In particular, the condition of the through penetrations of the vessel bottom head is periodically examined, in order to check their integrity after a certain running time of the reactor, especially in the region where the vessel bottom head penetrations are welded onto the vessel bottom head.
The vessel bottom head penetrations are generally made of a nickel alloy, so that, in order to fasten them by welding on the vessel bottom head, it is necessary to deposit a layer of nickel alloy in the bottom of a bevel around the through opening of the vessel bottom head, in order to link the welding metal with the vessel bottom head. The welding metal consisting of a nickel alloy is deposited in the bevel, around the vessel bottom head penetration.
Depositing the welding metal in contact with the vessel bottom head penetration produces heating of this penetration, which heating may be relatively significant.
When the vessel bottom head penetration is made in certain grades of nickel alloy, there may be a risk of the vessel bottom head penetrations cracking in the welding region, after a certain time of use of the nuclear reactor.
In the event that a defect is detected on the internal surface, on the external surface or on the weld of a vessel bottom head penetration, the seriousness and the depth of this defect is evaluated and the defect may possibly be repaired, for example by boring the metal of the penetration to a certain depth in the cracked region, which may be followed by protection of the excavated region by depositing a repair metal or fitting a sleeve.
In certain cases, it is preferable to replace the vessel bottom head penetration completely rather than repairing it.
In the event of such a replacement, it is possible to guarantee perfect integrity of the replacement part and, to replace the defective nickel alloy part, which is susceptible to cracking, with a part made of improved alloy which exhibits little or no susceptibility to cracking corrosion, inside the nuclear reactor.

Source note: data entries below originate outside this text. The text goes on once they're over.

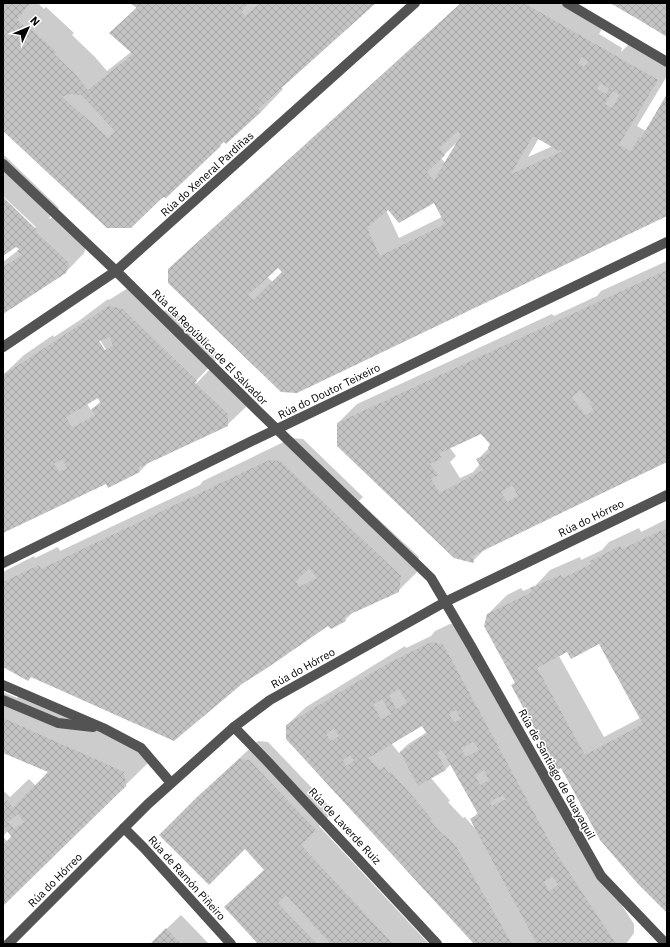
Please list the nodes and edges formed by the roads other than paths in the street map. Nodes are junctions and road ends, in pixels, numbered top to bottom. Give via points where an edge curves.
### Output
1 (415, 3) edge
2 (567, 3) edge
3 (667, 62) edge
4 (3, 164) edge
5 (667, 242) edge
6 (116, 271) junction
7 (3, 347) edge
8 (277, 430) junction
9 (667, 495) edge
10 (3, 563) edge
11 (445, 602) junction
12 (3, 685) edge
13 (3, 700) edge
14 (234, 726) junction
15 (103, 728) junction
16 (171, 783) junction
17 (124, 828) junction
18 (8, 944) edge
19 (231, 944) edge
20 (437, 944) edge
21 (666, 944) edge

1 - 6 street, Rúa do Xeneral Pardiñas
2 - 3 street
4 - 6 street, Rúa da República de El Salvador
5 - 8 street, Rúa do Doutor Teixeiro
6 - 7 street, Rúa do Xeneral Pardiñas
6 - 8 street, Rúa da República de El Salvador
8 - 10 street, Rúa do Doutor Teixeiro
8 - 11 street, Rúa da República de El Salvador via 431,578
9 - 11 street, Rúa do Hórreo
11 - 14 street, Rúa do Hórreo via 270,700
11 - 21 street, Rúa de Santiago de Guayaquil via 601,876
12 - 15 street
13 - 15 street via 58,723
14 - 16 street, Rúa do Hórreo
14 - 20 street, Rúa de Laverde Ruiz
15 - 16 street via 141,748
16 - 17 street, Rúa do Hórreo
17 - 18 street, Rúa do Hórreo
17 - 19 street, Rúa de Ramón Piñeiro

Various methods have been proposed and envisaged for replacing a vessel bottom head penetration of a nuclear reactor, consisting in disconnecting the weld between the defective penetration and the vessel bottom head, by machining, in extracting the defective vessel bottom head penetration from the through opening of the vessel bottom head and in fixing a vessel bottom head penetration into the through opening by welding.
All the prior art methods have draw-backs, because of the difficulty of implementing the operations of welding the replacement part, and of inspecting the welds carried out and the interactions between the weld and the replacement part, during welding and during cooling of the welding metal.